Best Practices and Technology in Software Delivery
17 Feb
It’s very common to have a code check-out step be part of an integration build. Far better it is to not check out code before a build. What? How is that possible?
Let me explain, Fred. The simple approach most of us take (and have to take when getting things started) has developers commit, commit, commit, and when it is time to deploy, check out the code, do a build, and then deploy the application. There is room here for both problems and optimizations. Doing a full check out of the code tree is more costly in terms of time than checking out only what has changed. Updating the code tree with a single commit is less costly than updating with a large number of commits.
You may be limited by the technology in-hand and how much you’ve invested in learning the technology and possibly customizing it. For example, if your file control tool can only do a full check out of a source tree, or that’s the only command you had time to implement in order to meet the deadline, or you don’t trust your tool to do incremental updates, then you are basically running the longest builds possible.

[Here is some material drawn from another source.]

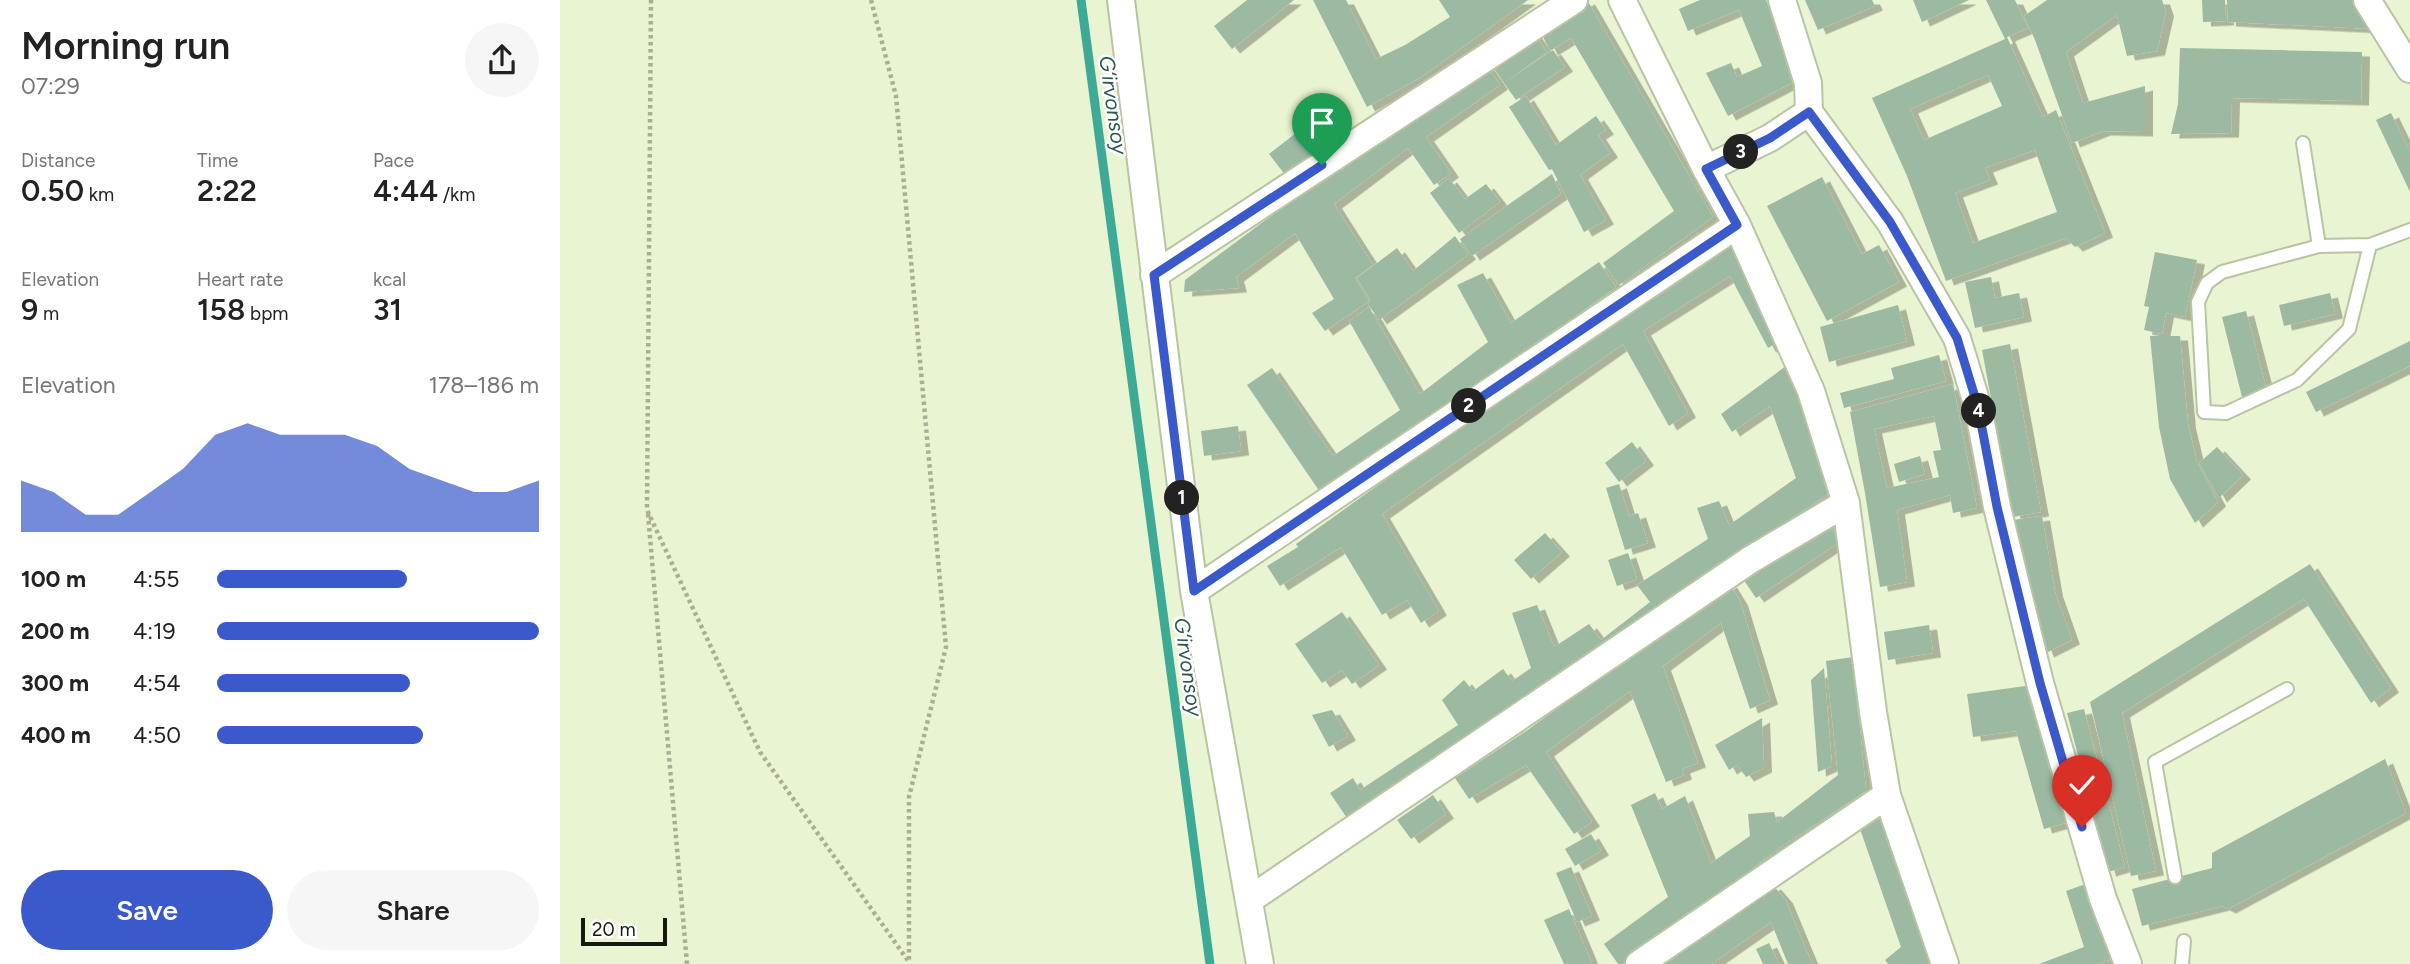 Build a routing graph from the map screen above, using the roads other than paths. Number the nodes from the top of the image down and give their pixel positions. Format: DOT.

On the other hand, if you could update the code tree every time a developer does a commit with only the changed files, then you are ready to execute a build at any moment. This requires some deft manipulation of your file control tool, and that’s why you don’t see it more often.
You might think “continuous integration” will take care of this. Developer commits, update checked out, build is run. However, you may end up with a build, test execution and deployment that takes longer than the typical time between developer commits. You still have to do incremental updates and it only solves the problem in cases with very low developer activity.
I’d like to point out one tool that does an excellent job of post-commit code checkout, CA Software Change Manager for Distributed. CA SCM (for short) is the tool, formerly known as Harvest, from the company formerly known as Computer Associates. CA SCM is a highly scalable (1000’s of developers) file control tool with a great lifecycle process model. We at OpenMake Software still have our very first customer still using OpenMake/Meister with CA Harvest/SCM after 11 years. While we have a reseller arrangement with CA, our partnership with CA in services has extended to 14 years.
About 10 years ago, OpenMake Software developed an integration with the then, Platinum Technologies’ Harvest product, modeled after the now dead Computer Associates product, Endevor Workstation, that had an excellent post-action code tree update. (Endevor for z/OS, a.k.a CA SCM for Z/OS is still very popular and has a similar functionality called ‘output libraries’ - following all this?) Our integration had the horrific name, ‘Har-refresh’.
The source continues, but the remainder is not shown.